Try it:
Your output should repeat the entries below exactly. It should contain no images.

Material for this exercise:
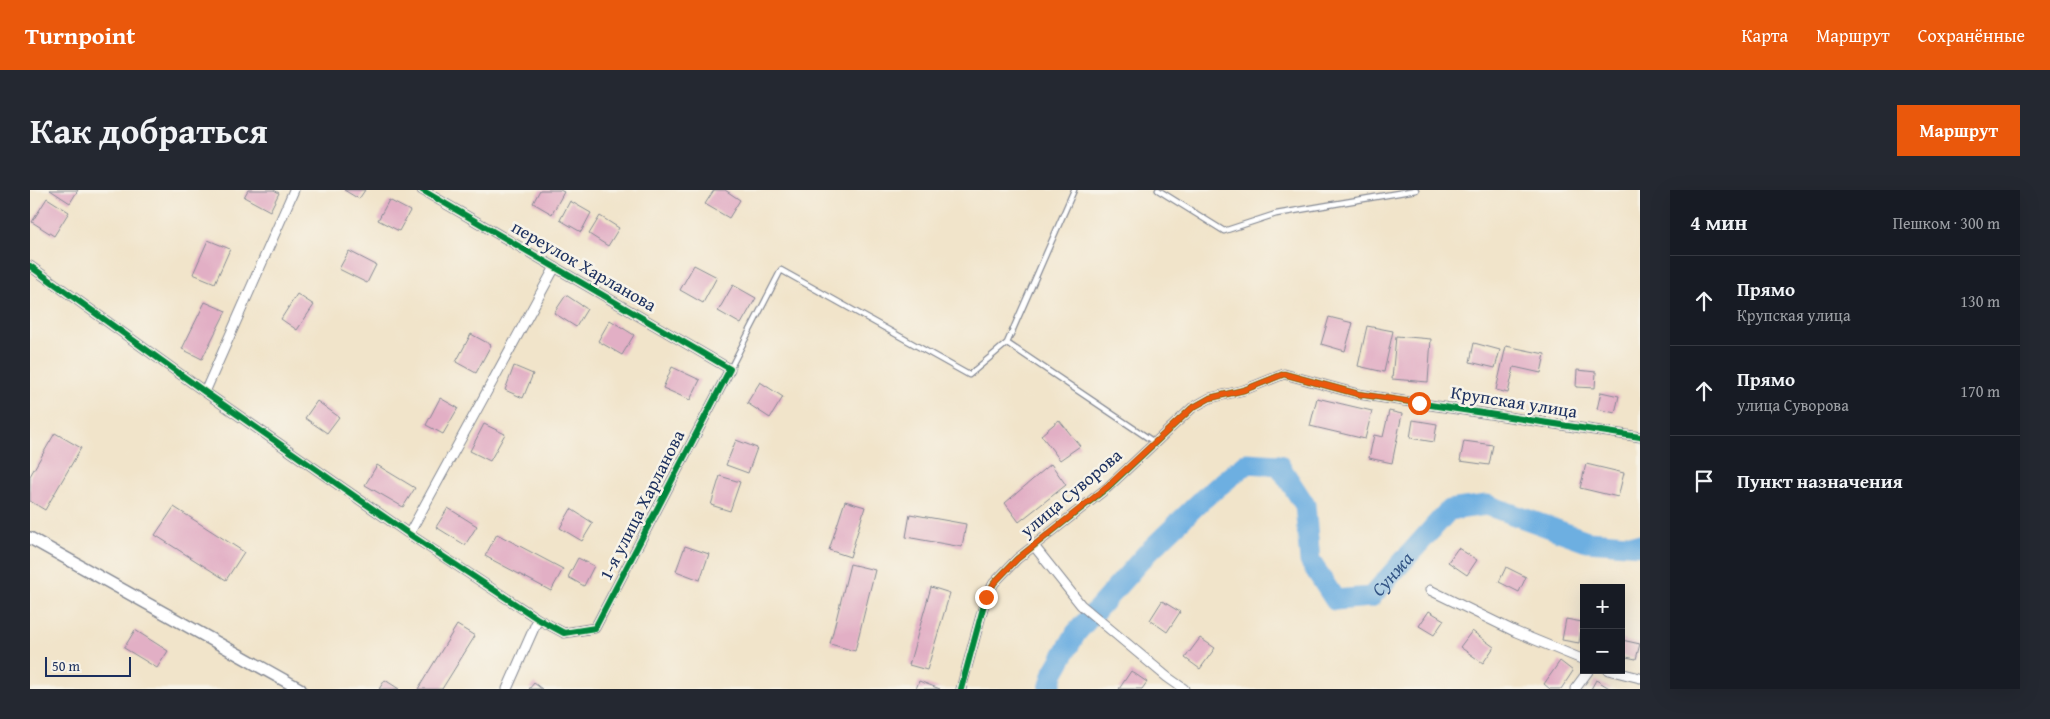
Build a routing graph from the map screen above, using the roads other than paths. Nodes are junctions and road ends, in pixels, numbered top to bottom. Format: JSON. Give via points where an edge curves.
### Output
{"nodes":[{"id":1,"x":294,"y":190,"type":"edge"},
{"id":2,"x":422,"y":190,"type":"edge"},
{"id":3,"x":1074,"y":190,"type":"edge"},
{"id":4,"x":1158,"y":190,"type":"edge"},
{"id":5,"x":1416,"y":190,"type":"edge"},
{"id":6,"x":1404,"y":191,"type":"edge"},
{"id":7,"x":30,"y":266,"type":"edge"},
{"id":8,"x":555,"y":267,"type":"junction"},
{"id":9,"x":1007,"y":343,"type":"junction"},
{"id":10,"x":730,"y":369,"type":"junction"},
{"id":11,"x":205,"y":392,"type":"junction"},
{"id":12,"x":1210,"y":398,"type":"joint"},
{"id":13,"x":1640,"y":437,"type":"edge"},
{"id":14,"x":1154,"y":442,"type":"junction"},
{"id":15,"x":409,"y":534,"type":"junction"},
{"id":16,"x":30,"y":538,"type":"edge"},
{"id":17,"x":1034,"y":546,"type":"junction"},
{"id":18,"x":1430,"y":590,"type":"dead end"},
{"id":19,"x":538,"y":619,"type":"junction"},
{"id":20,"x":1580,"y":658,"type":"edge"},
{"id":21,"x":1586,"y":674,"type":"edge"},
{"id":22,"x":1624,"y":674,"type":"edge"},
{"id":23,"x":1640,"y":678,"type":"edge"},
{"id":24,"x":300,"y":689,"type":"edge"},
{"id":25,"x":507,"y":689,"type":"edge"},
{"id":26,"x":961,"y":689,"type":"edge"},
{"id":27,"x":1184,"y":689,"type":"edge"},
{"id":28,"x":1575,"y":689,"type":"edge"}],
"edges":[{"from":1,"to":11,"type":"street"},
{"from":2,"to":8,"type":"street","name":"переулок Харланова"},
{"from":3,"to":9,"type":"lane"},
{"from":4,"to":6,"type":"lane","via":[[1224,231],[1276,214]]},
{"from":5,"to":6,"type":"lane"},
{"from":7,"to":11,"type":"street"},
{"from":8,"to":10,"type":"street","name":"переулок Харланова"},
{"from":8,"to":15,"type":"street"},
{"from":9,"to":10,"type":"lane","via":[[969,375],[781,270]]},
{"from":9,"to":14,"type":"lane"},
{"from":10,"to":19,"type":"street","name":"1-я улица Харланова","via":[[596,628],[564,632]]},
{"from":11,"to":15,"type":"street"},
{"from":12,"to":13,"type":"street","name":"Крупская улица","via":[[1244,390],[1284,374],[1358,394]]},
{"from":12,"to":14,"type":"street","name":"улица Суворова","via":[[1192,408]]},
{"from":14,"to":17,"type":"street","name":"улица Суворова","via":[[1106,488]]},
{"from":15,"to":19,"type":"street"},
{"from":16,"to":24,"type":"street"},
{"from":17,"to":26,"type":"street","name":"улица Суворова","via":[[994,583],[986,597]]},
{"from":17,"to":27,"type":"street","via":[[1081,605]]},
{"from":18,"to":20,"type":"street","via":[[1516,632]]},
{"from":19,"to":25,"type":"street"},
{"from":21,"to":28,"type":"street"},
{"from":22,"to":23,"type":"street"}]}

Solution:
Build a routing graph from the map screen above, using the roads other than paths. Nodes are junctions and road ends, in pixels, numbered top to bottom. Format: JSON. Give via points where an edge curves.
### Output
{"nodes":[{"id":1,"x":294,"y":190,"type":"edge"},
{"id":2,"x":422,"y":190,"type":"edge"},
{"id":3,"x":1074,"y":190,"type":"edge"},
{"id":4,"x":1158,"y":190,"type":"edge"},
{"id":5,"x":1416,"y":190,"type":"edge"},
{"id":6,"x":1404,"y":191,"type":"edge"},
{"id":7,"x":30,"y":266,"type":"edge"},
{"id":8,"x":555,"y":267,"type":"junction"},
{"id":9,"x":1007,"y":343,"type":"junction"},
{"id":10,"x":730,"y":369,"type":"junction"},
{"id":11,"x":205,"y":392,"type":"junction"},
{"id":12,"x":1210,"y":398,"type":"joint"},
{"id":13,"x":1640,"y":437,"type":"edge"},
{"id":14,"x":1154,"y":442,"type":"junction"},
{"id":15,"x":409,"y":534,"type":"junction"},
{"id":16,"x":30,"y":538,"type":"edge"},
{"id":17,"x":1034,"y":546,"type":"junction"},
{"id":18,"x":1430,"y":590,"type":"dead end"},
{"id":19,"x":538,"y":619,"type":"junction"},
{"id":20,"x":1580,"y":658,"type":"edge"},
{"id":21,"x":1586,"y":674,"type":"edge"},
{"id":22,"x":1624,"y":674,"type":"edge"},
{"id":23,"x":1640,"y":678,"type":"edge"},
{"id":24,"x":300,"y":689,"type":"edge"},
{"id":25,"x":507,"y":689,"type":"edge"},
{"id":26,"x":961,"y":689,"type":"edge"},
{"id":27,"x":1184,"y":689,"type":"edge"},
{"id":28,"x":1575,"y":689,"type":"edge"}],
"edges":[{"from":1,"to":11,"type":"street"},
{"from":2,"to":8,"type":"street","name":"переулок Харланова"},
{"from":3,"to":9,"type":"lane"},
{"from":4,"to":6,"type":"lane","via":[[1224,231],[1276,214]]},
{"from":5,"to":6,"type":"lane"},
{"from":7,"to":11,"type":"street"},
{"from":8,"to":10,"type":"street","name":"переулок Харланова"},
{"from":8,"to":15,"type":"street"},
{"from":9,"to":10,"type":"lane","via":[[969,375],[781,270]]},
{"from":9,"to":14,"type":"lane"},
{"from":10,"to":19,"type":"street","name":"1-я улица Харланова","via":[[596,628],[564,632]]},
{"from":11,"to":15,"type":"street"},
{"from":12,"to":13,"type":"street","name":"Крупская улица","via":[[1244,390],[1284,374],[1358,394]]},
{"from":12,"to":14,"type":"street","name":"улица Суворова","via":[[1192,408]]},
{"from":14,"to":17,"type":"street","name":"улица Суворова","via":[[1106,488]]},
{"from":15,"to":19,"type":"street"},
{"from":16,"to":24,"type":"street"},
{"from":17,"to":26,"type":"street","name":"улица Суворова","via":[[994,583],[986,597]]},
{"from":17,"to":27,"type":"street","via":[[1081,605]]},
{"from":18,"to":20,"type":"street","via":[[1516,632]]},
{"from":19,"to":25,"type":"street"},
{"from":21,"to":28,"type":"street"},
{"from":22,"to":23,"type":"street"}]}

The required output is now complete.